I have a confession to make, up until a few weeks ago I was not what you would call a Green Bean enthusiast. I avoided the Green Bean Casserole at family holidays, I passed on the meals in restaurants that listed it as a side, I walked by them at the supermarket… but now I have converted to a Green Bean Lover.
We have been going to a local farmer’s market for the last few weeks and every week we are picking up a new item we don’t usually eat. The first week was Green Beans and now we get them every time we go! Below is a recipe that helped me take the leap.
1 lb Fresh Green Beans
2 chopped up green onions
2-4 Cloves of Garlic (depending on how much love garlic)

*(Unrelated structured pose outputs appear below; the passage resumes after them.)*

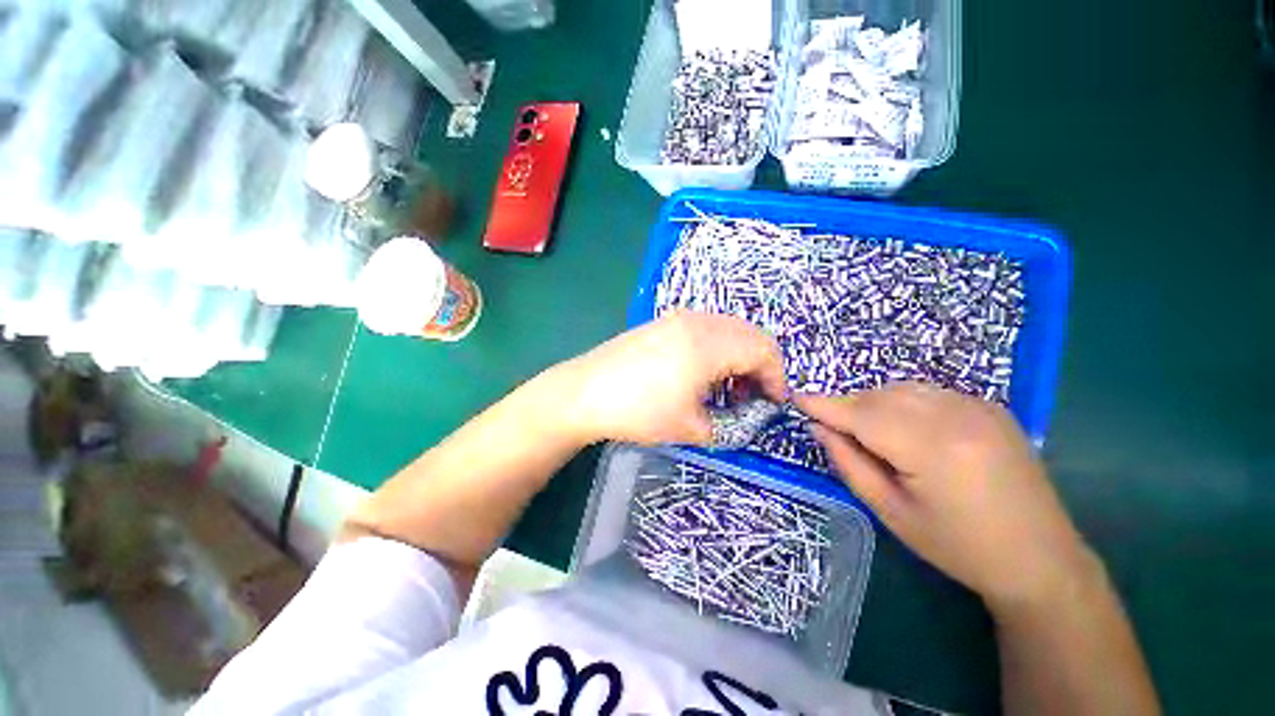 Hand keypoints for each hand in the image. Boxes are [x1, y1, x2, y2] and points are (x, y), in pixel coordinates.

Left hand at [553, 312, 785, 445]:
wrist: (585, 392)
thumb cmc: (639, 411)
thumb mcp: (691, 427)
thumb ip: (731, 424)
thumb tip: (747, 418)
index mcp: (710, 343)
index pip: (764, 351)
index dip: (776, 378)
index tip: (773, 404)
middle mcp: (699, 321)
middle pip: (750, 335)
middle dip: (760, 366)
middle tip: (752, 398)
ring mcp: (678, 318)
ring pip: (728, 330)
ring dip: (738, 356)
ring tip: (726, 389)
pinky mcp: (664, 322)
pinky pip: (706, 329)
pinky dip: (717, 349)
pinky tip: (702, 374)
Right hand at [797, 383, 1094, 610]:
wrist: (1041, 558)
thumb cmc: (958, 546)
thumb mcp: (891, 512)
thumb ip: (849, 464)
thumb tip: (819, 428)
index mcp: (932, 449)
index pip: (861, 415)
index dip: (824, 405)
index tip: (795, 398)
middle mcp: (957, 416)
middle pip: (879, 397)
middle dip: (847, 406)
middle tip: (830, 426)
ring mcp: (979, 407)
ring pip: (902, 389)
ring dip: (873, 402)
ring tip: (866, 430)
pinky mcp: (991, 407)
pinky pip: (929, 392)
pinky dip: (902, 401)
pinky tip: (904, 425) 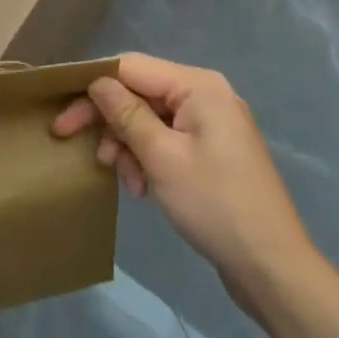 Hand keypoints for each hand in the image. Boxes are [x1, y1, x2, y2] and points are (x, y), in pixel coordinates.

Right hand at [51, 53, 310, 282]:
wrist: (274, 269)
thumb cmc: (215, 205)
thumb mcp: (161, 158)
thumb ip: (126, 115)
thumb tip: (97, 82)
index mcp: (198, 85)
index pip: (131, 68)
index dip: (93, 88)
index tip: (64, 116)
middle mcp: (206, 94)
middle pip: (140, 93)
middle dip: (110, 121)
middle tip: (72, 143)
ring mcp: (212, 123)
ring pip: (151, 118)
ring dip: (128, 144)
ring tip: (124, 179)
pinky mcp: (214, 150)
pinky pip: (168, 139)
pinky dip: (149, 157)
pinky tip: (142, 187) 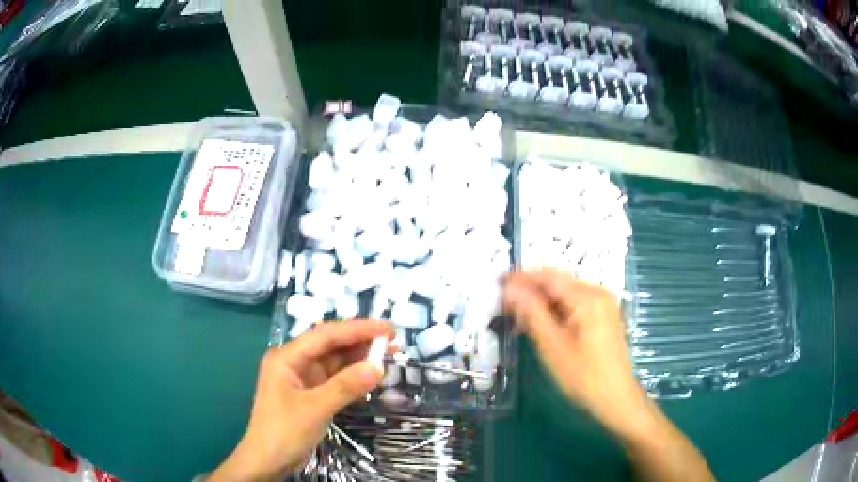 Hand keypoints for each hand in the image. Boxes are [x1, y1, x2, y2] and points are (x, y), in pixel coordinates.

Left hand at [209, 320, 391, 481]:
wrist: (268, 461)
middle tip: (393, 342)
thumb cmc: (283, 431)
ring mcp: (303, 379)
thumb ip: (345, 387)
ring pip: (335, 362)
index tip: (386, 329)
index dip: (357, 329)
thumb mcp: (314, 409)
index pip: (325, 335)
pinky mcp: (311, 394)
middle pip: (331, 346)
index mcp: (287, 357)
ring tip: (389, 357)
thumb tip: (378, 367)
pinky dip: (353, 378)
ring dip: (359, 360)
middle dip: (360, 342)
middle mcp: (295, 362)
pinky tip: (371, 377)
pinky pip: (336, 380)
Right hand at [502, 269, 649, 438]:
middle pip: (559, 281)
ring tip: (518, 312)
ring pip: (566, 291)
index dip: (521, 277)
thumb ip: (532, 314)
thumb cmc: (584, 378)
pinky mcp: (605, 315)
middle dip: (531, 287)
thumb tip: (510, 290)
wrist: (617, 399)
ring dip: (542, 298)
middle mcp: (598, 293)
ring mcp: (604, 303)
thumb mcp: (553, 347)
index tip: (498, 281)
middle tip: (504, 299)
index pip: (548, 277)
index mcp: (587, 298)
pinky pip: (576, 302)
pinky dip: (556, 307)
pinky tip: (542, 321) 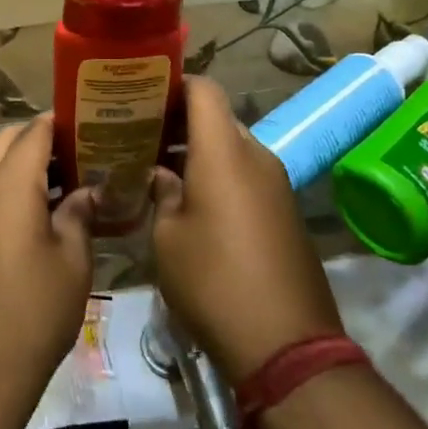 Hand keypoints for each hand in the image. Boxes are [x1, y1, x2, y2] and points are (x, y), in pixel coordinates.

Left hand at [0, 115, 94, 428]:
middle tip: (81, 153)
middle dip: (41, 139)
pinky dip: (7, 187)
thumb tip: (87, 191)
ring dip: (22, 164)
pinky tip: (39, 212)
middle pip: (8, 141)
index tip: (92, 123)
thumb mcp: (73, 261)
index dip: (63, 123)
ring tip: (65, 181)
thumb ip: (80, 214)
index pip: (35, 131)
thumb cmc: (34, 312)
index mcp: (7, 183)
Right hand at [151, 77, 342, 383]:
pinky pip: (247, 175)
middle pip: (216, 117)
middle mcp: (255, 156)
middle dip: (179, 121)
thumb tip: (162, 175)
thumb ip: (162, 192)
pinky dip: (219, 175)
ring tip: (160, 169)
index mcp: (224, 151)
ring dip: (199, 150)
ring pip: (231, 147)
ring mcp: (276, 183)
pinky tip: (192, 202)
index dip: (173, 83)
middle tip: (141, 136)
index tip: (142, 96)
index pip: (203, 89)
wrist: (286, 344)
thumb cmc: (213, 280)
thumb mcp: (167, 237)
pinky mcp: (285, 211) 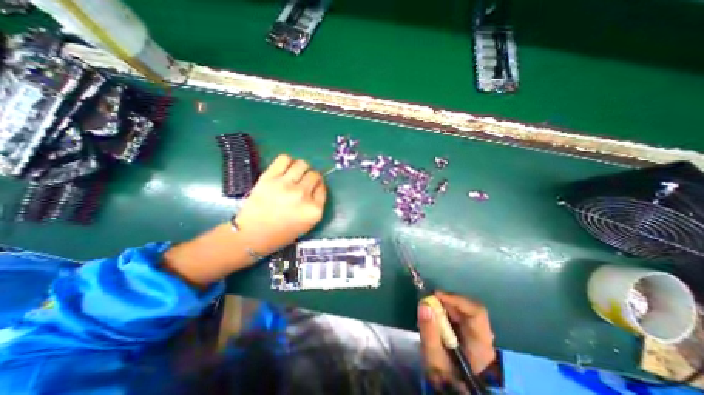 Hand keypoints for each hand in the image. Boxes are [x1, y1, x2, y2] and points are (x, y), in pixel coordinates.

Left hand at [234, 154, 325, 256]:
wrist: (253, 235)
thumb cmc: (283, 232)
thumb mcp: (308, 223)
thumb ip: (316, 204)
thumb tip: (317, 184)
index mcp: (313, 209)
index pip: (322, 187)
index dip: (318, 186)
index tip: (313, 188)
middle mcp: (302, 195)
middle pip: (314, 175)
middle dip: (311, 177)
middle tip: (303, 182)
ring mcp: (285, 185)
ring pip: (302, 164)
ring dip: (302, 168)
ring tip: (295, 174)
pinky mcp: (269, 178)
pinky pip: (284, 159)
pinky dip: (287, 161)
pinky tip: (285, 169)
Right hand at [417, 290, 493, 391]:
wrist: (451, 390)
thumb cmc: (444, 377)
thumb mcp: (433, 357)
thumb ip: (429, 332)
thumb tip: (424, 304)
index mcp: (481, 344)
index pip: (476, 311)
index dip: (456, 299)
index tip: (435, 295)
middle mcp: (484, 336)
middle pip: (468, 308)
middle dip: (447, 302)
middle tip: (428, 302)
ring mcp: (478, 335)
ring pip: (463, 310)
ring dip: (445, 306)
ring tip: (429, 309)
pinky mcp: (469, 334)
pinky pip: (458, 315)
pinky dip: (445, 312)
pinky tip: (435, 317)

1/2 of aGreen Bell Pepper (chopped)
1 Tbsp Olive Oil
1 Tbsp Butter (I prefer salted)
1 cup low sodium Chicken Broth
1/2-1 tsp salt (Kosher is best)
1-2 tsp Ground Black Pepper
1. Snap stems off of green beans (or cut if you prefer)
2. Over a low medium heat, warm the butter and olive oil in a skillet pan.
3. Add Garlic & Onion, cook and stir for one minute
4. Add the Green Beans to pan and cook and stir until green beans become bright green (should be a minute or so).
5. Add the chicken broth, green bell pepper, salt, and black pepper.
6. Turn the heat down to low, leave the lid cracked so steam can escape. Cook for 20-30 minutes or until liquid evaporates. The beans should still be a little crisp.